Stored data
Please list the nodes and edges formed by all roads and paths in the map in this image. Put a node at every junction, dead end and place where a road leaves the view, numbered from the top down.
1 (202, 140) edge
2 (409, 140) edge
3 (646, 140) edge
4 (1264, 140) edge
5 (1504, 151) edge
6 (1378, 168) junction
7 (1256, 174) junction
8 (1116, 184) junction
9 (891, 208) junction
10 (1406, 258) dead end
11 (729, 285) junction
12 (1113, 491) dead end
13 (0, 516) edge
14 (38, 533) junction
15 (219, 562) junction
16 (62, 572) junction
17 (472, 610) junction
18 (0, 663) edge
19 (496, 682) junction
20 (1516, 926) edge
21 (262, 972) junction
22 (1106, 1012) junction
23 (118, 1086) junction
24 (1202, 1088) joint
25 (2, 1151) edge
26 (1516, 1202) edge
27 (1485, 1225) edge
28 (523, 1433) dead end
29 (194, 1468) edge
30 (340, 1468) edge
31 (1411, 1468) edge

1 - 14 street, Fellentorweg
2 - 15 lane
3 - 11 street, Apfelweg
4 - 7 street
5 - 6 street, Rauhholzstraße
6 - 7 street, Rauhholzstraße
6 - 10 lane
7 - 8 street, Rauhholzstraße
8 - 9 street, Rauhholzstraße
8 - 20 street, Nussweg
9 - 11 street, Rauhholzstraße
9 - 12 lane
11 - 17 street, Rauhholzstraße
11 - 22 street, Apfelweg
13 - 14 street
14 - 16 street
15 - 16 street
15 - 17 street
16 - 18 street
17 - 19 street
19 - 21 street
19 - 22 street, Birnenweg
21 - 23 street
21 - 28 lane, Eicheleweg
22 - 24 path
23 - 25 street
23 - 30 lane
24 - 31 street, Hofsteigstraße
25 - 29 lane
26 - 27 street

**WHAT IS REQUIRED:** All of the data above should be duplicated exactly.

**RESULT OF THE TASK:**
Please list the nodes and edges formed by all roads and paths in the map in this image. Put a node at every junction, dead end and place where a road leaves the view, numbered from the top down.
1 (202, 140) edge
2 (409, 140) edge
3 (646, 140) edge
4 (1264, 140) edge
5 (1504, 151) edge
6 (1378, 168) junction
7 (1256, 174) junction
8 (1116, 184) junction
9 (891, 208) junction
10 (1406, 258) dead end
11 (729, 285) junction
12 (1113, 491) dead end
13 (0, 516) edge
14 (38, 533) junction
15 (219, 562) junction
16 (62, 572) junction
17 (472, 610) junction
18 (0, 663) edge
19 (496, 682) junction
20 (1516, 926) edge
21 (262, 972) junction
22 (1106, 1012) junction
23 (118, 1086) junction
24 (1202, 1088) joint
25 (2, 1151) edge
26 (1516, 1202) edge
27 (1485, 1225) edge
28 (523, 1433) dead end
29 (194, 1468) edge
30 (340, 1468) edge
31 (1411, 1468) edge

1 - 14 street, Fellentorweg
2 - 15 lane
3 - 11 street, Apfelweg
4 - 7 street
5 - 6 street, Rauhholzstraße
6 - 7 street, Rauhholzstraße
6 - 10 lane
7 - 8 street, Rauhholzstraße
8 - 9 street, Rauhholzstraße
8 - 20 street, Nussweg
9 - 11 street, Rauhholzstraße
9 - 12 lane
11 - 17 street, Rauhholzstraße
11 - 22 street, Apfelweg
13 - 14 street
14 - 16 street
15 - 16 street
15 - 17 street
16 - 18 street
17 - 19 street
19 - 21 street
19 - 22 street, Birnenweg
21 - 23 street
21 - 28 lane, Eicheleweg
22 - 24 path
23 - 25 street
23 - 30 lane
24 - 31 street, Hofsteigstraße
25 - 29 lane
26 - 27 street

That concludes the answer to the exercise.